- _Records from a data source_
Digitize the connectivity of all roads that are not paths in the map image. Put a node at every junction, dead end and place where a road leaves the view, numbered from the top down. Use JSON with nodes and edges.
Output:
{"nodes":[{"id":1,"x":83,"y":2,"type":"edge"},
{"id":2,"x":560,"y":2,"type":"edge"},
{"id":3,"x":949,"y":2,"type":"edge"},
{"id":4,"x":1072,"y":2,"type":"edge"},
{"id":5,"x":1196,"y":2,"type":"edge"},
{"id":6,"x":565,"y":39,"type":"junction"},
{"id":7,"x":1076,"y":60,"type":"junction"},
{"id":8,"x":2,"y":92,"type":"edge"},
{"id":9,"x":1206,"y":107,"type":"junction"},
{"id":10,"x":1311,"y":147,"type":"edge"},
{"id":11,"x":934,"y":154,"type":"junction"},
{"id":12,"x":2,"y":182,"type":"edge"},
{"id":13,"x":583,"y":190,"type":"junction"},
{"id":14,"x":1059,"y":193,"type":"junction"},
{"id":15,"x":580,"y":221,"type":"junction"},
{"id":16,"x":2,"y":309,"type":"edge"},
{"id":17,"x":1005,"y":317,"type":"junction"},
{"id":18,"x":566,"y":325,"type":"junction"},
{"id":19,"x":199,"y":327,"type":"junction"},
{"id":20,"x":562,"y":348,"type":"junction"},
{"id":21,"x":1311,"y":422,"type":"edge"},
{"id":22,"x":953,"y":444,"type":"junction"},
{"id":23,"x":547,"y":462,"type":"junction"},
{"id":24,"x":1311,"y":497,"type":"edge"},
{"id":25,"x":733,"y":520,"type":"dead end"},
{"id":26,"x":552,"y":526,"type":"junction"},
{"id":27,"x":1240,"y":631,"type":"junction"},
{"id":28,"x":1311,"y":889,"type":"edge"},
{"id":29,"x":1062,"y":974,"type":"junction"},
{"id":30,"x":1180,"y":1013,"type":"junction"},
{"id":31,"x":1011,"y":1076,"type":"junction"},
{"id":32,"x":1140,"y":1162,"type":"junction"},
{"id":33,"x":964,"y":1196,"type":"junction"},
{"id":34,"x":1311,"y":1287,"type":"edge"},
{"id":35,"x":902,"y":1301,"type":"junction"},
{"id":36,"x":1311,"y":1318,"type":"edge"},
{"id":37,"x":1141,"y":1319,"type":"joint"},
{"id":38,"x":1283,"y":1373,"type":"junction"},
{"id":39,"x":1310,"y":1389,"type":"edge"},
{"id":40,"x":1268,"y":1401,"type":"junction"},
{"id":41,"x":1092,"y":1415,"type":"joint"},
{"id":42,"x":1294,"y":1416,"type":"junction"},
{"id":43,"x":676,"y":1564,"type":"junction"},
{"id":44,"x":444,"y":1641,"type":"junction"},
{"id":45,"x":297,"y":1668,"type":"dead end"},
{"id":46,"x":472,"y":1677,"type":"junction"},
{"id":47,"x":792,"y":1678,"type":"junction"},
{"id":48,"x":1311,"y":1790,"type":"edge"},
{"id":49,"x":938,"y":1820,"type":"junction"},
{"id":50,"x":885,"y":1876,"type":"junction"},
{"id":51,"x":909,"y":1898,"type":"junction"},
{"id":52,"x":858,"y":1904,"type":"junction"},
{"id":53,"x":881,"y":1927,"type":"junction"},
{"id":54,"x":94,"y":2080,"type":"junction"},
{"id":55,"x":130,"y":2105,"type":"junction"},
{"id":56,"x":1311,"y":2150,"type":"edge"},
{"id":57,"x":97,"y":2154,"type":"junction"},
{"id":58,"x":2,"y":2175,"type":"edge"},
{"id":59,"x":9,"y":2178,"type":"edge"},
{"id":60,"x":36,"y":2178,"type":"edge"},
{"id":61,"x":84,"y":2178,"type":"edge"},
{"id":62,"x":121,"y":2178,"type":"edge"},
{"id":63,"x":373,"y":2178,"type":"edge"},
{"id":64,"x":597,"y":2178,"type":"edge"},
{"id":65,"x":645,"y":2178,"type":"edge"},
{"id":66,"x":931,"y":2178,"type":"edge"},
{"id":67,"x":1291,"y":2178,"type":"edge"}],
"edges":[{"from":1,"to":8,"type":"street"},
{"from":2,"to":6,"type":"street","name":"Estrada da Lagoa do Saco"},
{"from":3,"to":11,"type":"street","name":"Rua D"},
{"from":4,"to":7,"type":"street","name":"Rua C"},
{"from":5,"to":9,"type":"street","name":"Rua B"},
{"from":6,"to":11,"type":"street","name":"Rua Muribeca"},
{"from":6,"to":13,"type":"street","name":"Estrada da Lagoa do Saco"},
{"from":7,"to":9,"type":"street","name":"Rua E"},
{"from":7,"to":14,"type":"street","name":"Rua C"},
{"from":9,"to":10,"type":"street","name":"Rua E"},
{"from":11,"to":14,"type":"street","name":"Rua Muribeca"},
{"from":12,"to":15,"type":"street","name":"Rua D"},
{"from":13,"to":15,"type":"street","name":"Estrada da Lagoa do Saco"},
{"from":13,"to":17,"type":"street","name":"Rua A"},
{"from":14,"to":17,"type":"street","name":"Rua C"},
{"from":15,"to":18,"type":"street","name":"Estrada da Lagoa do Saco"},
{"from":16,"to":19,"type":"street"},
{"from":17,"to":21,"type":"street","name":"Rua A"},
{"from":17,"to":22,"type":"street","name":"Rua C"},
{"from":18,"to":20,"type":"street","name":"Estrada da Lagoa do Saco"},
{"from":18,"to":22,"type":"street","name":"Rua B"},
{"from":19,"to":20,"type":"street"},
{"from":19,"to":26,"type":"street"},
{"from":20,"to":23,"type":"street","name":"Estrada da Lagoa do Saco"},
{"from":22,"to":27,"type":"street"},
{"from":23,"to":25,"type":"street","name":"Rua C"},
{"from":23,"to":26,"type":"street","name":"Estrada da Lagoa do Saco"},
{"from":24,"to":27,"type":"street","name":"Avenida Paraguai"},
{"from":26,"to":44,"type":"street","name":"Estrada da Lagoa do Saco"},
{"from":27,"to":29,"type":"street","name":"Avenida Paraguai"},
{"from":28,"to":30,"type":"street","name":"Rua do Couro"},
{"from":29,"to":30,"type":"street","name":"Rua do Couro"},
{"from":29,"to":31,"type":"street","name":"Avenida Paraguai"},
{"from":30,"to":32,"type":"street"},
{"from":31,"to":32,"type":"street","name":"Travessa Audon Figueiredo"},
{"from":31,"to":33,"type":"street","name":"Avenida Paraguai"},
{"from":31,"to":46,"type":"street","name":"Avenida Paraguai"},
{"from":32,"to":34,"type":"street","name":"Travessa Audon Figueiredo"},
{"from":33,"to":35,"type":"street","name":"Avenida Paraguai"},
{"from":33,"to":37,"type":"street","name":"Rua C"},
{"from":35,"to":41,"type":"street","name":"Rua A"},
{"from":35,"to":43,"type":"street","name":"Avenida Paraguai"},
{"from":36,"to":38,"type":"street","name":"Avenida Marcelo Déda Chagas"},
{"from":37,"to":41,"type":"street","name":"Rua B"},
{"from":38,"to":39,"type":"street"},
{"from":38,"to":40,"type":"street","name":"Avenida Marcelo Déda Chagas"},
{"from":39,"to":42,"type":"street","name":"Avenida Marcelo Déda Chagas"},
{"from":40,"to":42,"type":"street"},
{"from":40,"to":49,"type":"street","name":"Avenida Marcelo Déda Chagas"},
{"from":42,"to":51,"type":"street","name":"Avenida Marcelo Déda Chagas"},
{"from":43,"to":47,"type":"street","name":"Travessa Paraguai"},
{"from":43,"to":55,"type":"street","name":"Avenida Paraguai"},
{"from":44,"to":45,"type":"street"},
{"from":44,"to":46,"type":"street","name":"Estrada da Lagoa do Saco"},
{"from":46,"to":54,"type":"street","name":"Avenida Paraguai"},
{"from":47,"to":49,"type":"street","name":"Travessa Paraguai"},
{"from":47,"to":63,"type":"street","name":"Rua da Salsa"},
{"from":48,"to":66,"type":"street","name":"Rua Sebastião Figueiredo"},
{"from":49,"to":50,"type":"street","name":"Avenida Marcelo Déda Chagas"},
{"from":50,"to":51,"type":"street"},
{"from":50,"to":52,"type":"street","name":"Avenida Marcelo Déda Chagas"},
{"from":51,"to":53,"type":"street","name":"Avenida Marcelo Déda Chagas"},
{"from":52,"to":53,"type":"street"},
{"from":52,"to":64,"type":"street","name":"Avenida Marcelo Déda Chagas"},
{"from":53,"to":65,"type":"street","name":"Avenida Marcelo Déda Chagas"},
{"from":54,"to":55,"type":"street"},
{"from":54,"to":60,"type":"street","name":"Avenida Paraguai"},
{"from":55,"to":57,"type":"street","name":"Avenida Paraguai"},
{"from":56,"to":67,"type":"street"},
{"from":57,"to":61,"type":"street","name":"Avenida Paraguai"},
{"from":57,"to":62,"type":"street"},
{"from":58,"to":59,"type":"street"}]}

- _Work required_
Your response should be the lines of the entries above that include the string "nodes".

- _Task response_
Digitize the connectivity of all roads that are not paths in the map image. Put a node at every junction, dead end and place where a road leaves the view, numbered from the top down. Use JSON with nodes and edges.
{"nodes":[{"id":1,"x":83,"y":2,"type":"edge"},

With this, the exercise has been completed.